**Prompt**
What lines below include the word "paths"? Copy each one.
*** Study material Section Begins ***
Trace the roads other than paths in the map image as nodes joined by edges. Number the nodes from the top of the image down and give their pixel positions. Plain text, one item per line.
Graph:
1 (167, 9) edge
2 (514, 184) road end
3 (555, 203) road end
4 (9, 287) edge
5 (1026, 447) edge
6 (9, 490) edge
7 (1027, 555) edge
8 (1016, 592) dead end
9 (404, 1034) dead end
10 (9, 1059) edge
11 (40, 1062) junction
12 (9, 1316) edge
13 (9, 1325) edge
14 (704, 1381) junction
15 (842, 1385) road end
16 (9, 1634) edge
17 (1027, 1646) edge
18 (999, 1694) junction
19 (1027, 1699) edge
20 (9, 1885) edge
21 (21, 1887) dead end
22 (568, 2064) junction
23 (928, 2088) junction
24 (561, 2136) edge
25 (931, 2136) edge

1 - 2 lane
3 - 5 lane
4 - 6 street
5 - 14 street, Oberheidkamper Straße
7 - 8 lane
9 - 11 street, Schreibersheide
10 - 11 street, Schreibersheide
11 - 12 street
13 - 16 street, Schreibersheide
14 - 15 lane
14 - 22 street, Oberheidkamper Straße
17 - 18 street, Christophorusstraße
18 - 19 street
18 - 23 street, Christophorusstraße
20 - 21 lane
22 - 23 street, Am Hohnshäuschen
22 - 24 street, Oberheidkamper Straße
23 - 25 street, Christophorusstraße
*** Study material Section Ends ***
*** Study material Section Begins ***
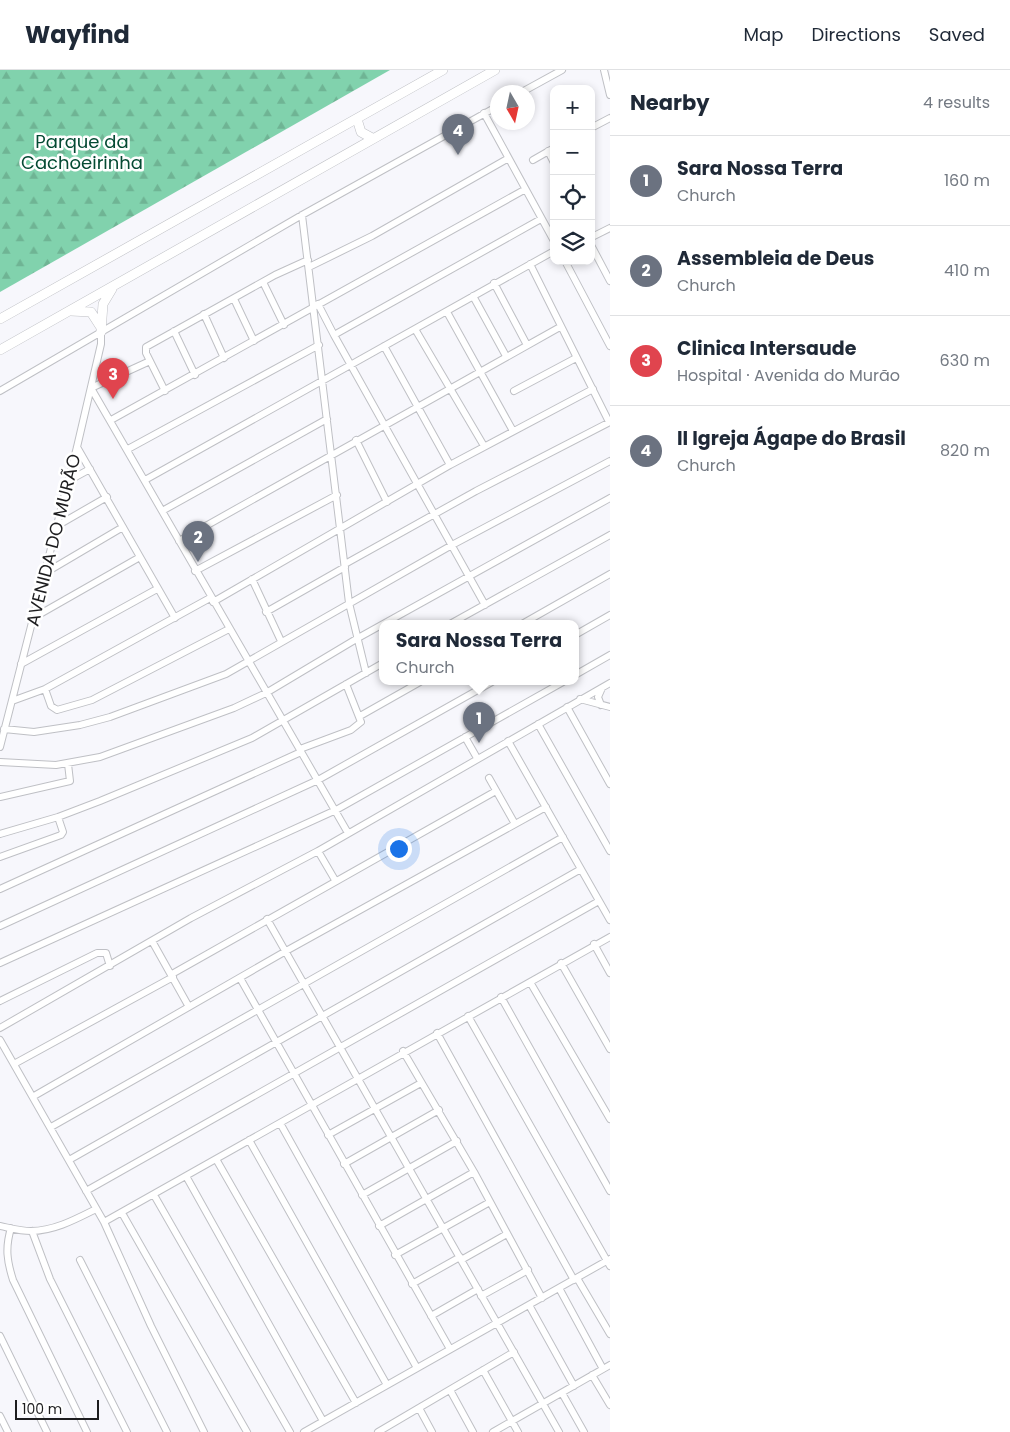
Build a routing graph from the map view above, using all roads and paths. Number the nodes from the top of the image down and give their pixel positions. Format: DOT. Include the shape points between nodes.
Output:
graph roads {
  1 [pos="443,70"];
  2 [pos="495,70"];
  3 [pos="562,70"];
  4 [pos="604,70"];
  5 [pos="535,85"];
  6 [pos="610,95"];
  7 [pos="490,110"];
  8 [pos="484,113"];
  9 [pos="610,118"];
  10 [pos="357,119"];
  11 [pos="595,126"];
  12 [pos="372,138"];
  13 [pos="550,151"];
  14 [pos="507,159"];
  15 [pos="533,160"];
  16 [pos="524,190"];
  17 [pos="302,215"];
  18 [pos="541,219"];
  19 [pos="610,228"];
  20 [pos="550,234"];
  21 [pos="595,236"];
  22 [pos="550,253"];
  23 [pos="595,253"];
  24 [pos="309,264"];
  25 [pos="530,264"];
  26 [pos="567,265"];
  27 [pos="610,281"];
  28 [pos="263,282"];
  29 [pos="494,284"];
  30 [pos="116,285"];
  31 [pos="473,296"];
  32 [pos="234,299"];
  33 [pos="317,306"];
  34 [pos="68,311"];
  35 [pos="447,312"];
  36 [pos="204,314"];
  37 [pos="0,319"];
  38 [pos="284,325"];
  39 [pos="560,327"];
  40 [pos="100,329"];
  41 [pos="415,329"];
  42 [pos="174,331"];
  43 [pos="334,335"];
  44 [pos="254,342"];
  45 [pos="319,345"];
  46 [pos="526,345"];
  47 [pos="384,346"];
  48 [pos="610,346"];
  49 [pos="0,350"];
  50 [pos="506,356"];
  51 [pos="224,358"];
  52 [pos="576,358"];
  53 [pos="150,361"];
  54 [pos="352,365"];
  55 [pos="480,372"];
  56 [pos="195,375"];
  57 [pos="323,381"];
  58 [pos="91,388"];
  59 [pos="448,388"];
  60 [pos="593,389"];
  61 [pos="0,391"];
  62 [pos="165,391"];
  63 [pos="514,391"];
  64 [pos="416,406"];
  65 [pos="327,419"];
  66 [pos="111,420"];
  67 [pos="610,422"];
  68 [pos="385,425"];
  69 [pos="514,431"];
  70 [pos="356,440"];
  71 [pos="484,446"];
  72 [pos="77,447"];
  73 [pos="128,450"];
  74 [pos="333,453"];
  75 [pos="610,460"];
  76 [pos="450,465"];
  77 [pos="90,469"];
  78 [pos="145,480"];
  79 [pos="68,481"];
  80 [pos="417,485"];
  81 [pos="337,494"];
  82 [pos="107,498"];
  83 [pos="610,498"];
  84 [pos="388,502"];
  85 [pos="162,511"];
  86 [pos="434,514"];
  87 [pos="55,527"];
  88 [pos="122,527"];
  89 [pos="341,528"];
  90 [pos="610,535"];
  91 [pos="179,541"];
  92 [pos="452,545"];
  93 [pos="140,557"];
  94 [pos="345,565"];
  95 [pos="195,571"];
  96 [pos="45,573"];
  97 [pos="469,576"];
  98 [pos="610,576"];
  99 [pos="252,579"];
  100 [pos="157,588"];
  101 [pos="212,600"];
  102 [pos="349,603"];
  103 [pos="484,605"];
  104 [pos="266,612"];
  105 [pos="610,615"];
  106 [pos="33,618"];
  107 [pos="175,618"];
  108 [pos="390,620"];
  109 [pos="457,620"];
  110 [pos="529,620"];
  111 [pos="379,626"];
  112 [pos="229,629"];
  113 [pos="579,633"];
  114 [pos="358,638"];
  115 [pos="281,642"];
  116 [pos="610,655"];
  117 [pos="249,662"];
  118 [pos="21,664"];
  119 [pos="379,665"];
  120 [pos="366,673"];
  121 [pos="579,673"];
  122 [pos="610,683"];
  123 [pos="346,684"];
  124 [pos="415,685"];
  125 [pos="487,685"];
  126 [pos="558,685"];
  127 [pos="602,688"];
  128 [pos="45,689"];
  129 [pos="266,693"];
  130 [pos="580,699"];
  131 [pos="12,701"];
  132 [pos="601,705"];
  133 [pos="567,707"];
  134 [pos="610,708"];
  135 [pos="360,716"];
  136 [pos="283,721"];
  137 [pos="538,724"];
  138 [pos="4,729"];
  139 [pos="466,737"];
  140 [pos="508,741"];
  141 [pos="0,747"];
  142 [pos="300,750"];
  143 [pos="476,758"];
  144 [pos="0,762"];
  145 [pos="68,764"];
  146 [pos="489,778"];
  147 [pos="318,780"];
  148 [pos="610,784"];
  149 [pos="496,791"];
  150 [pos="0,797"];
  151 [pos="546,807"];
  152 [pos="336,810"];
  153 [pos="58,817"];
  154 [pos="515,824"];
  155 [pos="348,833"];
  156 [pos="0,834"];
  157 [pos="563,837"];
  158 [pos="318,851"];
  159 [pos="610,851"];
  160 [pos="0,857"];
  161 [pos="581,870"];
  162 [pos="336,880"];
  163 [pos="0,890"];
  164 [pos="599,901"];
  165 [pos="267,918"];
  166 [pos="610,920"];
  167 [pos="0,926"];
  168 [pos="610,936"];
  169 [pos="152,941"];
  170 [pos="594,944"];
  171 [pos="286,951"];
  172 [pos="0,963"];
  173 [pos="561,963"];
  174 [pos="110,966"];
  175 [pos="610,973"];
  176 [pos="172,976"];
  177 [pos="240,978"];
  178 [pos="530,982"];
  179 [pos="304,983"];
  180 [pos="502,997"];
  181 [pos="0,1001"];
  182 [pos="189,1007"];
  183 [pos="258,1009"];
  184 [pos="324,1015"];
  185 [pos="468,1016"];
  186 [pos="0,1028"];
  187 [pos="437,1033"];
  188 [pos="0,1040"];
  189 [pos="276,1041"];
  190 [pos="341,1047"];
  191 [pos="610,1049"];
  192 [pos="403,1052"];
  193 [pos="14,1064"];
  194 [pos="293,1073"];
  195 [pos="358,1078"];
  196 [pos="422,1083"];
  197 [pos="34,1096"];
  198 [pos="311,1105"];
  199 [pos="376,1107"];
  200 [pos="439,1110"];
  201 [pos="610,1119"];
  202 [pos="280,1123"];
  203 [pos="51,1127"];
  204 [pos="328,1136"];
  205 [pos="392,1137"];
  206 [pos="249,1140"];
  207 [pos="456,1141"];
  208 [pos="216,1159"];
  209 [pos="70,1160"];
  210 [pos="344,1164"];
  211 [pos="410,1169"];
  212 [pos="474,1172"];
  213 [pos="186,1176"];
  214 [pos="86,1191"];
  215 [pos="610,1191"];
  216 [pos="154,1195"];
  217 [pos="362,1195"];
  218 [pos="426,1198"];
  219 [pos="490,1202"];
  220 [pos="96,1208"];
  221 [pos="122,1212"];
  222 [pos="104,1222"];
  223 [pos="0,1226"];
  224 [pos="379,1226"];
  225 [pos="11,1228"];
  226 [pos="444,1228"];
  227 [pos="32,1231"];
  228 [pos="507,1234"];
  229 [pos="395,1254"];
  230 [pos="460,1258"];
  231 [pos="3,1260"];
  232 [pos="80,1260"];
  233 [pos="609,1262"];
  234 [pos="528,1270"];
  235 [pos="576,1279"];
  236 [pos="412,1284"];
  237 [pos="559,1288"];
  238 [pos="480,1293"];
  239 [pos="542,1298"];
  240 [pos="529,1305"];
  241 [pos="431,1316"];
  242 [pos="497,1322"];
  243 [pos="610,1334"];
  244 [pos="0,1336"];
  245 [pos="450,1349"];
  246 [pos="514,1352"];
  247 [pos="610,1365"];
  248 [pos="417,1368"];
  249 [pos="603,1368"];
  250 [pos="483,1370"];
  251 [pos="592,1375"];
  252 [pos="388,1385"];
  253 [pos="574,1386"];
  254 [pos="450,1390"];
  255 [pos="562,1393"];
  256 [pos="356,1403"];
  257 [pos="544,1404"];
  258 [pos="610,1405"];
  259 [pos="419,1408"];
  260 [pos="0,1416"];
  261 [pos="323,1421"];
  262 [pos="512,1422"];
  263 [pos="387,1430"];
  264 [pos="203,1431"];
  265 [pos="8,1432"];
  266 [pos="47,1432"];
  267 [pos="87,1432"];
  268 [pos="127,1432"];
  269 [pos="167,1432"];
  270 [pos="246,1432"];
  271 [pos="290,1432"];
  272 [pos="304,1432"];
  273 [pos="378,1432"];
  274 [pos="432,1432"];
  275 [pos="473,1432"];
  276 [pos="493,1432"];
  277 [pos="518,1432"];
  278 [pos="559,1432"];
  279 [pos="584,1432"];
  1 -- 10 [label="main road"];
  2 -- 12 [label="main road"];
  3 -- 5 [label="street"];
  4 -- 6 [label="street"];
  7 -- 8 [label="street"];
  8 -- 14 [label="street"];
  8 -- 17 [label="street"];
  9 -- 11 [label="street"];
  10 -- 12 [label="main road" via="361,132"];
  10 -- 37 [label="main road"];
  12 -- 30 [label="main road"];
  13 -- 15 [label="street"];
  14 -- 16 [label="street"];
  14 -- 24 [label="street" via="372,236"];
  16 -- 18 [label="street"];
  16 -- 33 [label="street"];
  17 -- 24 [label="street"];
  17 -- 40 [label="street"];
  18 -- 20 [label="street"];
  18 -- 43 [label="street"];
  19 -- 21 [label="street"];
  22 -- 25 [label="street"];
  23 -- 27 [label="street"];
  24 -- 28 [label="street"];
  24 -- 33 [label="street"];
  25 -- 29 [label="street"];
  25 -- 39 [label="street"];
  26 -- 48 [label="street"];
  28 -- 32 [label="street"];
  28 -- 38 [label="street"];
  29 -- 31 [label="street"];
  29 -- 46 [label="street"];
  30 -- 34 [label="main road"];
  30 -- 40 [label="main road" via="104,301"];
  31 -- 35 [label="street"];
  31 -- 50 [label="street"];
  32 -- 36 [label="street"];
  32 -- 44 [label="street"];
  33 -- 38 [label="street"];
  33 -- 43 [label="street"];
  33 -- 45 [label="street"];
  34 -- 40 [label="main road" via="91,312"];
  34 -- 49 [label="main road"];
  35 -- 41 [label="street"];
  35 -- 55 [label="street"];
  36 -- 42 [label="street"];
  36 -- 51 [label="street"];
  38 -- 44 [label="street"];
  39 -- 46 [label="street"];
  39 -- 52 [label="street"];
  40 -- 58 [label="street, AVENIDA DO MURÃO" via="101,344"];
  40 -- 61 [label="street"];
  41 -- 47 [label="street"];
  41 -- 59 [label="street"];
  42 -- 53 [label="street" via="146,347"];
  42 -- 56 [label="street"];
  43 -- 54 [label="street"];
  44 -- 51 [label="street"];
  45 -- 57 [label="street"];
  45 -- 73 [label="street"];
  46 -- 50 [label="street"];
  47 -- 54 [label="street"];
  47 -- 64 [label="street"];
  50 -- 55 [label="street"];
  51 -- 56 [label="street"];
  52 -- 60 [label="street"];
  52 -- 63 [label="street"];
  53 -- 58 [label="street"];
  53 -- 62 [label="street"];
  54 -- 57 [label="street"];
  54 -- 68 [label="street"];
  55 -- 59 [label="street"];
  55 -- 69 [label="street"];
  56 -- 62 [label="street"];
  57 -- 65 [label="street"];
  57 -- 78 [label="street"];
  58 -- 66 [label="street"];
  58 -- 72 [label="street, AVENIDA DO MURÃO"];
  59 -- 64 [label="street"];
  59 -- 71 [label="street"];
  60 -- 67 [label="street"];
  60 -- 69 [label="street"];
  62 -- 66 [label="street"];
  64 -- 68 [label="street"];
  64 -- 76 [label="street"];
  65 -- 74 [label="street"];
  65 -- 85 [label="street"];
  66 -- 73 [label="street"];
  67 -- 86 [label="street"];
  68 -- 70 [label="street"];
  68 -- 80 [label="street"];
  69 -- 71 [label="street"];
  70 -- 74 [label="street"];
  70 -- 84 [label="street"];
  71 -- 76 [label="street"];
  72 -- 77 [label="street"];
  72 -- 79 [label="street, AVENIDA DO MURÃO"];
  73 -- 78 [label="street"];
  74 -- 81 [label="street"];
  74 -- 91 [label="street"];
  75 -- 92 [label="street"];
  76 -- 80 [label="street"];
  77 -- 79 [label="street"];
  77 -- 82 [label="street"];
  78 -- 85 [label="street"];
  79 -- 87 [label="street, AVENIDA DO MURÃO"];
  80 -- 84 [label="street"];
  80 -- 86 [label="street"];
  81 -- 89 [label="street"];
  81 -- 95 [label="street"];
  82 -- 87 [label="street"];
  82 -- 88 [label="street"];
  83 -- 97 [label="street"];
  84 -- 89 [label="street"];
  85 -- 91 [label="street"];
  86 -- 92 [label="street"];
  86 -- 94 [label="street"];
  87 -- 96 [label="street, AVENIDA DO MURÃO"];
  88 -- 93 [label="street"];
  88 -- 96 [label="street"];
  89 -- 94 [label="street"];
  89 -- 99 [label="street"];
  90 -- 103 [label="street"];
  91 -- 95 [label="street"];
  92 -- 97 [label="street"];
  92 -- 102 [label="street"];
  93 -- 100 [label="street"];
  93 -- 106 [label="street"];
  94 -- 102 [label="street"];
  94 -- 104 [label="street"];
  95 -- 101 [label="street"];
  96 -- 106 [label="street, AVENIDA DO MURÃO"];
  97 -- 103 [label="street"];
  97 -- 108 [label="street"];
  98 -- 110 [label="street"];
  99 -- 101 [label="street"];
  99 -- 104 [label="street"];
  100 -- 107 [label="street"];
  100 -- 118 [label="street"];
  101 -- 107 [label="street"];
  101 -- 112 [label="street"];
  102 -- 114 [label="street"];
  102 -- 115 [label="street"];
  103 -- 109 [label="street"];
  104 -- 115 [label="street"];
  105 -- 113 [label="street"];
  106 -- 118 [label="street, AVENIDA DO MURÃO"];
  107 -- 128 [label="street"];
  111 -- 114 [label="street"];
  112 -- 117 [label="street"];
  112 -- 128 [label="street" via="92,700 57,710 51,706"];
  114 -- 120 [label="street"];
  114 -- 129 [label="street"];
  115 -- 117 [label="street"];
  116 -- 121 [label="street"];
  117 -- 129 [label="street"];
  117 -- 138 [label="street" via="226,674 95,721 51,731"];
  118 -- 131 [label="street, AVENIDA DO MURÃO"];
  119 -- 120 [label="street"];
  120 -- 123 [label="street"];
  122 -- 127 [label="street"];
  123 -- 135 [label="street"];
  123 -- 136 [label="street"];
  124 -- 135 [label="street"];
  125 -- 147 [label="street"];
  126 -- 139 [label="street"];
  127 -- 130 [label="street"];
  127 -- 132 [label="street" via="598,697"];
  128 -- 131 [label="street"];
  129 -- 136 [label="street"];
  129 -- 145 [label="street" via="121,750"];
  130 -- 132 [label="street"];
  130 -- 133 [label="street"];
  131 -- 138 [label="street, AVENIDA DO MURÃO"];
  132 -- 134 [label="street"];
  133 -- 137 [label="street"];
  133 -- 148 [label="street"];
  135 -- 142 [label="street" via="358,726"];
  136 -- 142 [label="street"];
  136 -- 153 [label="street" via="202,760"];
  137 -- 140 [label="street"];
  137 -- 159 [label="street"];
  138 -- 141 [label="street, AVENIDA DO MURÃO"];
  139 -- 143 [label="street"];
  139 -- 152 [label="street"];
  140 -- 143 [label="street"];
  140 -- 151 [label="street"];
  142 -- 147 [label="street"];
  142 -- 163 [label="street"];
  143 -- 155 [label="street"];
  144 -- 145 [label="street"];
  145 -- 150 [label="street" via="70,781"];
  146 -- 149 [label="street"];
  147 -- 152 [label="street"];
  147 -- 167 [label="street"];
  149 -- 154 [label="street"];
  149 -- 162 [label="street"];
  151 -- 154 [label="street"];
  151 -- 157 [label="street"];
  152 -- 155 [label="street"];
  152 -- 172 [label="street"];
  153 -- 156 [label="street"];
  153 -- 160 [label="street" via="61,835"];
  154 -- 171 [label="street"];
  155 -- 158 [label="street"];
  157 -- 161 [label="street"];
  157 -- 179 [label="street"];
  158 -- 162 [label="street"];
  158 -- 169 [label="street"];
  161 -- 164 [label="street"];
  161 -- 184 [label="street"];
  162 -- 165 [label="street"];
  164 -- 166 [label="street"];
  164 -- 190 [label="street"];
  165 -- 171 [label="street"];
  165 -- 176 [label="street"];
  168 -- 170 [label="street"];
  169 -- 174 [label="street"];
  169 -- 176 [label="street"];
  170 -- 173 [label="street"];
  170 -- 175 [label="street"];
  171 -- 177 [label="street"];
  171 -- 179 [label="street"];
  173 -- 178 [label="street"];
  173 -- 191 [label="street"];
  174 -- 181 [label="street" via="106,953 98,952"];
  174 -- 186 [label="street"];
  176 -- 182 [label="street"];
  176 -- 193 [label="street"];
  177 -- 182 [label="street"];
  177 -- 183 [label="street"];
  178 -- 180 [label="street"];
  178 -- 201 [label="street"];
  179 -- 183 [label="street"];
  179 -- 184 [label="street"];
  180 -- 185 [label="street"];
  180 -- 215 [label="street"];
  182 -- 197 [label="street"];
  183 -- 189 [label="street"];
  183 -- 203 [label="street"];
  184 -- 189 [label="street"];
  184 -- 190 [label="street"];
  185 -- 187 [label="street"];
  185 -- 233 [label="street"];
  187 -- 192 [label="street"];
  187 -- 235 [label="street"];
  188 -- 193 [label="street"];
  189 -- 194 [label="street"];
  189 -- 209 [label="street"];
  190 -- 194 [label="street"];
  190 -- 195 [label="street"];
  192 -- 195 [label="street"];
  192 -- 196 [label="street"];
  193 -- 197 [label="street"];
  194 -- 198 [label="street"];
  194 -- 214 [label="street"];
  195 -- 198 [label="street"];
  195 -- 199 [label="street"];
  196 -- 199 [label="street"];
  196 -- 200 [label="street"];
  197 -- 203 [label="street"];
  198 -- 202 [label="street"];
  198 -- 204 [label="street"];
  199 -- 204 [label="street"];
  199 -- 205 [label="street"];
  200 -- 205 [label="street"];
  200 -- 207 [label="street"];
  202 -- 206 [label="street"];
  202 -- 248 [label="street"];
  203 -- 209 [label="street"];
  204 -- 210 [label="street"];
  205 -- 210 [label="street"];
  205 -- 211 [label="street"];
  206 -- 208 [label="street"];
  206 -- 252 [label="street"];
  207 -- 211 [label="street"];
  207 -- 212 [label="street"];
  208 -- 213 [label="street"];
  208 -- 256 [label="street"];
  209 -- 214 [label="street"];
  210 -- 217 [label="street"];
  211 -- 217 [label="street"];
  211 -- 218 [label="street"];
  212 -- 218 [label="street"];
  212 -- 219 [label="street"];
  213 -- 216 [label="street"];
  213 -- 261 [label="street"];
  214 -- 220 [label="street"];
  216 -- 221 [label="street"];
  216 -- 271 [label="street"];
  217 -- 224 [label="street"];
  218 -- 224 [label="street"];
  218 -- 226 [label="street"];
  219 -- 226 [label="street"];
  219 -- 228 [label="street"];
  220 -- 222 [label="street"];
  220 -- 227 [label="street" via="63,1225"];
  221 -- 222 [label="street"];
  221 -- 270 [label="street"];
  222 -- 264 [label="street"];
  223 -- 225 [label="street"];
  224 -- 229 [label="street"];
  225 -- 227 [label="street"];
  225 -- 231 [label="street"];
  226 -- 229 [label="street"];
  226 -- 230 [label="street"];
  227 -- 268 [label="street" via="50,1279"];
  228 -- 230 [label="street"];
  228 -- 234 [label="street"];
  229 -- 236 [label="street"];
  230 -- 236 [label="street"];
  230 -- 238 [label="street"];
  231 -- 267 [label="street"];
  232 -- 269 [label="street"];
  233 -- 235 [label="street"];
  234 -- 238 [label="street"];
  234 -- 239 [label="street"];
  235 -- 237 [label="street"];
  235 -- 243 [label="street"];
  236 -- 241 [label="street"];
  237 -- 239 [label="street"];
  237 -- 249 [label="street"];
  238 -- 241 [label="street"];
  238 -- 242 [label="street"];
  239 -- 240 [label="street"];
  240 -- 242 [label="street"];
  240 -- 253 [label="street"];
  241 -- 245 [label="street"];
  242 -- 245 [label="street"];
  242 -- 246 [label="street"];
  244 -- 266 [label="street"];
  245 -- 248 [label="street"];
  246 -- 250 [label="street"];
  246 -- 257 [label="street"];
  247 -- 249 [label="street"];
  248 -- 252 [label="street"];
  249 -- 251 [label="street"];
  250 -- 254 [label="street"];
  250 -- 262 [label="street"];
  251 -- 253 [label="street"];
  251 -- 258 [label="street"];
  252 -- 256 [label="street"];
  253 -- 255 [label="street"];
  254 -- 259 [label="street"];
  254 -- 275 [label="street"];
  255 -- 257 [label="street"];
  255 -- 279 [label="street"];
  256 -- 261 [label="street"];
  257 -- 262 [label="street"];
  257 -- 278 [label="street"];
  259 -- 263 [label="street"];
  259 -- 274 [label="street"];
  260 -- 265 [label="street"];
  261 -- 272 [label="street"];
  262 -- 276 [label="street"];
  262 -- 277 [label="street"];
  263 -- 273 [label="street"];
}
*** Study material Section Ends ***
**Finished exercise**
Trace the roads other than paths in the map image as nodes joined by edges. Number the nodes from the top of the image down and give their pixel positions. Plain text, one item per line.
Build a routing graph from the map view above, using all roads and paths. Number the nodes from the top of the image down and give their pixel positions. Format: DOT. Include the shape points between nodes.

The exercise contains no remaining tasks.